I think this idea may be more useful for other processors, without the
awkward hardwired mul registers. For documentation, this is what the
iteration should do:

	vd = |v1 - v0|, sign in vs (outside loop)

	ud = |u1 - u0|, sign in us
	s = us ^ vs ^ 1
	<p3, p2> = u1 * v1
	<m1, m0> = ud * vd ^ <-s, -s>
	<p1, p0> = u0 * v0

        +-----+-----+
	|p3 p2|p1 p0|
	+-----+--+--+
	      |c1 c0|
	      +-----+
	      |r1 r0|
	   +--+--+--+
	   |p1 p0|
	   +-----+
	   |p3 p2|
	+--+--+--+
	|-s| 0| s|
	+--+--+--+
	   |m1 m0|
      --+--+-----+--+
        |c3 c2 r1 r0|
        +-----------+

or

	<vc, vs> = v1 + v0 (outside loop)

	<uc, us> = u1 + u0
	<p3, p2> = u1 * v1
	<m1, m0> = us * vs
	<p1, p0> = u0 * v0

        +-----+-----+
	|p3 p2|p1 p0|
	+-----+--+--+
	      |c1 c0|
	      +-----+
	      |r1 r0|
	   +--+--+--+
	-  |p1 p0|
	   +-----+
	-  |p3 p2|
	   +-----+
	   |m1 m0|
	+--+--+--+
 	|vc vs|    if uc
	+--+--+
	   |us|    if vc
    --+--+--+-----+
      |c3 c2 r1 r0|
      +-----------+

> Perhaps some of the adc $0 could be eliminated with 2x unrolling?

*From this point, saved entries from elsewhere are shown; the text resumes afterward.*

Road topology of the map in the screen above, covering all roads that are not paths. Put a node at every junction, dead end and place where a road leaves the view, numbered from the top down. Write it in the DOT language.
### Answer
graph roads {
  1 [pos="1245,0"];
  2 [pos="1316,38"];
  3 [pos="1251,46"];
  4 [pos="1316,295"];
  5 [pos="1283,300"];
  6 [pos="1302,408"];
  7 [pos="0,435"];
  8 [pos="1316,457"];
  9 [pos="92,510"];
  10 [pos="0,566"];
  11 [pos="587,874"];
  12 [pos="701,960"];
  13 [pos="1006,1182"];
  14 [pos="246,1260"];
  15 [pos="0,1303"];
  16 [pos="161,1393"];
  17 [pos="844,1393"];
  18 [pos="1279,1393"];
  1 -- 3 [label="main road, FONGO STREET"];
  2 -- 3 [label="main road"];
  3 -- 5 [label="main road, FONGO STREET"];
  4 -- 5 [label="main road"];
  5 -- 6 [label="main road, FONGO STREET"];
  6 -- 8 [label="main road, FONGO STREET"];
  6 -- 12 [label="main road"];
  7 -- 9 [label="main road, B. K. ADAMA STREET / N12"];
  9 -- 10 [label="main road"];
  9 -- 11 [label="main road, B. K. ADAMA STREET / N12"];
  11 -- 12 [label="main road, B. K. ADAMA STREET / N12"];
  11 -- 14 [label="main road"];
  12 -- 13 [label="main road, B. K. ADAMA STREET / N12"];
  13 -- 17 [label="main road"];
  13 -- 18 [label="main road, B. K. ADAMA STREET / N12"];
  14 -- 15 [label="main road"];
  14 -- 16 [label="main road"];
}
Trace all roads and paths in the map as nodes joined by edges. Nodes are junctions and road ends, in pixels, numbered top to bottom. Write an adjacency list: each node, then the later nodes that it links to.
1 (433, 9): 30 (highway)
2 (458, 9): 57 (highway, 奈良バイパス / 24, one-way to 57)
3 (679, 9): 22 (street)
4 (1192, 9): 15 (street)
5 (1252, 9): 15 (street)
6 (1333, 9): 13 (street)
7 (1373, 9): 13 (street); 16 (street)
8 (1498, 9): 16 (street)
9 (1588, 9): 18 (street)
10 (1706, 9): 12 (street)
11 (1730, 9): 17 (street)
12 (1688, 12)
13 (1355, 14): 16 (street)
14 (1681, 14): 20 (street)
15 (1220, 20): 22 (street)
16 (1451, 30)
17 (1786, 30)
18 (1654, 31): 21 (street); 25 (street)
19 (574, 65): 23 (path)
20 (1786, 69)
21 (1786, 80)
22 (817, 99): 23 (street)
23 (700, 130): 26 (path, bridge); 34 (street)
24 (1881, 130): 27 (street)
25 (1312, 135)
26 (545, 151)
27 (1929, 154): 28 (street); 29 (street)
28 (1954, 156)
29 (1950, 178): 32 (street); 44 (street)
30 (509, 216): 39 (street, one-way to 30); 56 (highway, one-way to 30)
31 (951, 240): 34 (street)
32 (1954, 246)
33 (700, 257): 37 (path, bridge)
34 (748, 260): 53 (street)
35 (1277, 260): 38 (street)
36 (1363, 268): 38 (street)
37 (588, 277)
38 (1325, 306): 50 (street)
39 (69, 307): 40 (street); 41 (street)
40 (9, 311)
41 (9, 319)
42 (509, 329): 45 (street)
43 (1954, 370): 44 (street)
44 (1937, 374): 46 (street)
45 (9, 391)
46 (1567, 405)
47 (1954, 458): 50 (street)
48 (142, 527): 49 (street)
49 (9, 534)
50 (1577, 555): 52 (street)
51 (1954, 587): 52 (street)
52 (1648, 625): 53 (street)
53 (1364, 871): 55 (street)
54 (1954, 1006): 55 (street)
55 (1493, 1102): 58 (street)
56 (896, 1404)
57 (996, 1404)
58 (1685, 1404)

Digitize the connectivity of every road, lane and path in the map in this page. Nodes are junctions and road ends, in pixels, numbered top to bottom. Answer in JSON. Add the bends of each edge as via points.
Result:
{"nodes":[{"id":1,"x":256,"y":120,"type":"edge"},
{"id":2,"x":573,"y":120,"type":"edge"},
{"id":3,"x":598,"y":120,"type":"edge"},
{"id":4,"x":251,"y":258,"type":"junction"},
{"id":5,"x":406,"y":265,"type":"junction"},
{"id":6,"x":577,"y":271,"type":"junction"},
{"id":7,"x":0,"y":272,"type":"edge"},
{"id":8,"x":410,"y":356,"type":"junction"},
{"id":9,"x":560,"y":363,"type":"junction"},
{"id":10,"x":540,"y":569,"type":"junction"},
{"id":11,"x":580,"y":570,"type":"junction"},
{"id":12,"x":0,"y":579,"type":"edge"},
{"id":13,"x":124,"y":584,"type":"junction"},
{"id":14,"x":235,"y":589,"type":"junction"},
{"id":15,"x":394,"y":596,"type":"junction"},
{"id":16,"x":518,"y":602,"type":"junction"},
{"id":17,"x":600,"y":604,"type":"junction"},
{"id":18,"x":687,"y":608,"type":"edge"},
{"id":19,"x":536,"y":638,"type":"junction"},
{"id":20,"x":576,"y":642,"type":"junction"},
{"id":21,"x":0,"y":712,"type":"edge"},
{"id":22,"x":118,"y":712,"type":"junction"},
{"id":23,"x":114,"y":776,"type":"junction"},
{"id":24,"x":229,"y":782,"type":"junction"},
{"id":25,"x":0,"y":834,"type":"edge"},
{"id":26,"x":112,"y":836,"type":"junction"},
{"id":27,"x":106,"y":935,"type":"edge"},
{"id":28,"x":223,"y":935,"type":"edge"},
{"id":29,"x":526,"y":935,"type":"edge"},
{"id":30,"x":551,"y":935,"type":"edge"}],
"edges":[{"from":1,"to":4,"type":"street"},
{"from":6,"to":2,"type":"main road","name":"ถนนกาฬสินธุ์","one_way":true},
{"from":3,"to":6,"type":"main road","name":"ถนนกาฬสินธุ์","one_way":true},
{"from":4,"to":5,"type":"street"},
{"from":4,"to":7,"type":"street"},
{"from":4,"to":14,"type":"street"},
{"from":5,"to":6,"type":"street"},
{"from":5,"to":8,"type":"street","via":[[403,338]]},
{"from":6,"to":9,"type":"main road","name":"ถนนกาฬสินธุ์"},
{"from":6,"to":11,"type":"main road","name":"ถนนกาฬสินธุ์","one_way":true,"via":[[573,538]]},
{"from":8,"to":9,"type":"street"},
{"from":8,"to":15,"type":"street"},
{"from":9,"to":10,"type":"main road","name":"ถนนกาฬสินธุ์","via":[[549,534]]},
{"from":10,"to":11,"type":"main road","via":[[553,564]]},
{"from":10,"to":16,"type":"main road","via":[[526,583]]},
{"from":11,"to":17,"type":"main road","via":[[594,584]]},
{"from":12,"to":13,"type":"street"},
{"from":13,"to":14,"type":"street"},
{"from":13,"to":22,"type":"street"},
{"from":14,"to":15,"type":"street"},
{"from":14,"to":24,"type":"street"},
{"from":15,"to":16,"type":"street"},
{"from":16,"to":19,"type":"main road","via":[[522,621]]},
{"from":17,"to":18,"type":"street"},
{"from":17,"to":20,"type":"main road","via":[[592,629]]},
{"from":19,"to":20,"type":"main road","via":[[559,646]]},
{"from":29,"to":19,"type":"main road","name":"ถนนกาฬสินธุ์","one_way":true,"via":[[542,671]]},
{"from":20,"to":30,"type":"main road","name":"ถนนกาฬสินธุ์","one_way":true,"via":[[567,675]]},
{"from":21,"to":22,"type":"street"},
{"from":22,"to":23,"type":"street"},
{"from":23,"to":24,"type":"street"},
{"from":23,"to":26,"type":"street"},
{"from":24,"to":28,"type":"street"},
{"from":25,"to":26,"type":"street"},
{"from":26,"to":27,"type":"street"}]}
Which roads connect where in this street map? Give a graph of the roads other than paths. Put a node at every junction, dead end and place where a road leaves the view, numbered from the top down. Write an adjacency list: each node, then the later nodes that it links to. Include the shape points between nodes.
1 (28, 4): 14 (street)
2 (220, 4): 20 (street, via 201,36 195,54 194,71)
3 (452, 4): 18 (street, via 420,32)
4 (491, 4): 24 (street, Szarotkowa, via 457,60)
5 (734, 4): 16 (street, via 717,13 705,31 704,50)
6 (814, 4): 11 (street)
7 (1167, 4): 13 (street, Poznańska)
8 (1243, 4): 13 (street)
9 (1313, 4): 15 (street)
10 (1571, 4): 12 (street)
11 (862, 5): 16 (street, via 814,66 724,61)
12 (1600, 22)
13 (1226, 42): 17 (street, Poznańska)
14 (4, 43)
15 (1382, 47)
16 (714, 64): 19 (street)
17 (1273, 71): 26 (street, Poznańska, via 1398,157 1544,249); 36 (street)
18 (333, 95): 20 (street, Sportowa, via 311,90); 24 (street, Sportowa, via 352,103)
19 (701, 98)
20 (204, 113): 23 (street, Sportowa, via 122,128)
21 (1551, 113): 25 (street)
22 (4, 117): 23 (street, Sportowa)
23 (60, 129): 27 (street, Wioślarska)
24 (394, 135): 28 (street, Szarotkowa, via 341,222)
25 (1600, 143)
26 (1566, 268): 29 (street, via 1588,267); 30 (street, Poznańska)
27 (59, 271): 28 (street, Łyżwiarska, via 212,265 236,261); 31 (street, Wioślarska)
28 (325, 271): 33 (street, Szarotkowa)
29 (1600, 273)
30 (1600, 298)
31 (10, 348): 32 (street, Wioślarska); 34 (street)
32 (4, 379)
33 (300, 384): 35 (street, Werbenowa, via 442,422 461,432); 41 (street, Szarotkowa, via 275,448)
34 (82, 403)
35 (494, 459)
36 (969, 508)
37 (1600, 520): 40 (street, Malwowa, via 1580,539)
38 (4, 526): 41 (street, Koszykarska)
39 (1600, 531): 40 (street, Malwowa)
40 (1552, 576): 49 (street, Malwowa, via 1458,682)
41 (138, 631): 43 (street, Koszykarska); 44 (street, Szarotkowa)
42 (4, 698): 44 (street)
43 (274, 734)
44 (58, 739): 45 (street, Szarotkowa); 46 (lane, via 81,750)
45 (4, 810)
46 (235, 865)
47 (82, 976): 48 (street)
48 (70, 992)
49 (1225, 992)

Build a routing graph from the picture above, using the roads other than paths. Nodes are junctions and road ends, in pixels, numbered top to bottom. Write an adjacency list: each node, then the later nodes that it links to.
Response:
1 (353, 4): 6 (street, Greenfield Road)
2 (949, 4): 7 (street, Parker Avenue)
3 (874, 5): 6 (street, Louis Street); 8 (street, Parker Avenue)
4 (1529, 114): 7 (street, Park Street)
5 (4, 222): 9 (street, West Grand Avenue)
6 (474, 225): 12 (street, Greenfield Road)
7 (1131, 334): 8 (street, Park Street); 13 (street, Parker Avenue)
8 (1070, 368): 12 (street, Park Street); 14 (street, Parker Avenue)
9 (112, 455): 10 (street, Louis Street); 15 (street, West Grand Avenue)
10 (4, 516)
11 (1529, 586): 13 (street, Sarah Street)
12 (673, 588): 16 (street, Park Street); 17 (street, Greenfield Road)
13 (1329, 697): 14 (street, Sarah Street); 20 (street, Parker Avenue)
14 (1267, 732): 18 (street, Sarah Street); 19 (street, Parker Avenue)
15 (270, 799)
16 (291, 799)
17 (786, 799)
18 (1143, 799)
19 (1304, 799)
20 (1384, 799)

In effect, that would be a kind of 4x2 multiply. Which would then be
done as two 2x2 (I think the high limbs one get from evaluation rules
out using toom32 or toom42).

Haven't tried that. I suspect one will run out of registers.

> I played a bit with mul_2 yesternight.  I am not 100% the code is
> correct, but I think it is.  The loopmixer found a 2.5 c/l version of
> it.

Nice. I've now wasted quite some time... It seems really
difficult.

Now I also tried a very basic variant of addmul_2, doing only one u limb
per iteration and multiplying it by the two v limbs. Even if I have a
very nice carry recurrence between iterations, add, adc, adc $0, four
cycles, and a small number of instructions (15 per iteration, 32 for the
twice unrolled loop), which one might think could be executed in 11
cycles or 5.5 / iteration or 2.75 cycles per limb product. But it won't
run faster than 6.5 cycles per iteration, or 3.25 c/l.

So it just seems very difficult to convince the cpu to really execute
the independent operations, outside of the recurrency, in parallel.

BTW, are any of the SSE3 etc instructions useful here?

Regards,
/Niels

-- 
Niels Möller. PGP-encrypted email is preferred. Keyid C0B98E26.
Internet email is subject to wholesale government surveillance.